BERTOLINI: CEOs who manage a bottom line are 'making a big mistake'

Aetna (AET) CEO Mark Bertolini made a case for why CEOs need to think more long-term rather than focusing on short-term profits.

“Profit is an outcome of a well-run business based on sound business fundamentals and a well-educated and happy workforce,” Bertolini said at the Yahoo Finance All Markets Summit on Wednesday. “You don’t manage a bottom line. Anybody who manages a bottom line is making a big mistake. That’s why a lot of companies aren’t around for a long time.”

Bertolini contends that CEOs who invest in their employees and customers can increase the lifetime value of those people and that subsequently grows revenue and generates earnings that get reinvested back into the business.

“A well-run business with solid business fundamentals creates an economic flywheel that allows us to reinvest in our business, grow our company, and people say, ‘Hey, you know what, they’re going to be around for a while. They’re going to grow.'”

Aetna rewards its employees monetarily for sleeping, helps them pay off student loan debt, offers tuition assistance, encourages them to partake in yoga-mindfulness and pet therapy, and pays a minimum base wage that’s significantly higher than the federal minimum wage.

In all, the company spends about $50 million to $60 million per year on these programs. Bertolini has found that it’s helped the company by reducing health care costs, creating more productive and engaged employees, which results in higher customer retention rates.

Yahoo Finance’s Julia La Roche interviews Aetna chairman and CEO Mark Bertolini at Yahoo Finance’s All Markets Summit. (Getty Images/ Cindy Ord)

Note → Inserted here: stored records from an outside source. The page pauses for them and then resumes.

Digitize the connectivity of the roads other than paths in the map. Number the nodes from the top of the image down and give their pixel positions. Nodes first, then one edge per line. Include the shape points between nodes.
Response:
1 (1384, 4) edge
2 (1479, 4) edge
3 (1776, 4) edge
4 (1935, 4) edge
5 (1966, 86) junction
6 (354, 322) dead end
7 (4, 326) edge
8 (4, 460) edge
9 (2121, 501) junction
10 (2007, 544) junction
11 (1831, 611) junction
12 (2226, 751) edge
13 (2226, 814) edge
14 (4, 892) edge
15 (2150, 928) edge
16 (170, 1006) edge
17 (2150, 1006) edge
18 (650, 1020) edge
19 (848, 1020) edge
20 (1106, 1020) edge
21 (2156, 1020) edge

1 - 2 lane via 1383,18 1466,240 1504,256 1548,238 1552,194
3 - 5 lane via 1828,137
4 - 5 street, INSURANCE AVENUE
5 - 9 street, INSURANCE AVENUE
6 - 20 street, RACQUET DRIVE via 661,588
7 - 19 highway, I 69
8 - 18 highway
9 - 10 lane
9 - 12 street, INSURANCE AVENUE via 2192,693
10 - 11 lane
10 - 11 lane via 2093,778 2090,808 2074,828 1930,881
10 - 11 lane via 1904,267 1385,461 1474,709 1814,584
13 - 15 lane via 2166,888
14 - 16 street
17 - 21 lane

The program started back in 2007 when Bertolini, who practices yoga-mindfulness for pain management after surviving a spinal cord injury, approached his team about doing yoga and mindfulness. He was able to get the Chief Medical Officer to sign off on the initiative on the condition that they conduct a study on the impact of mind-body stress reduction.

During the study, about 700 participants were asked to keep a journal. In those journals, Aetna learned that quality of life is a major source of stress. For example, some employees were worried about having to pay bills or not having enough money to cover their bills. Some were on food stamps or had children on Medicaid.

What they soon learned is that the employees with the highest levels of stress had around $2,500 more per year of health care costs. After implementing the program, the company saw a $3,000 reduction in health care costs and an additional 69 minutes in productivity. Soon after, the other programs were implemented, and without denting the bottomline, according to Bertolini.

He noted that Aetna’s stock price has tripled since then.

Aetna’s stock price since 2007 has moved higher.

Long-term is “the best way to go,” but corporate America is going to require some help from the government, particularly on taxes, according to Bertolini.

“We need some help with the government in the way they think about it,” Bertolini said. “We now have a long-term capital gains tax that happens on day 366. I think that’s wrong. We should have a long-term capital gains tax that goes from 100% in the first year down to 20% or 0% over eight years. So then I’m incented to keep the company invested for eight years.”

One way to do this is to think about depreciating investments in people just like how machines are depreciated over time.

“Right now, we treat machines better than we do people in our businesses,” he said, adding, “That should be eliminated. We should either allow for depreciation in employee investment or don’t allow for depreciation in technology and machine investment.”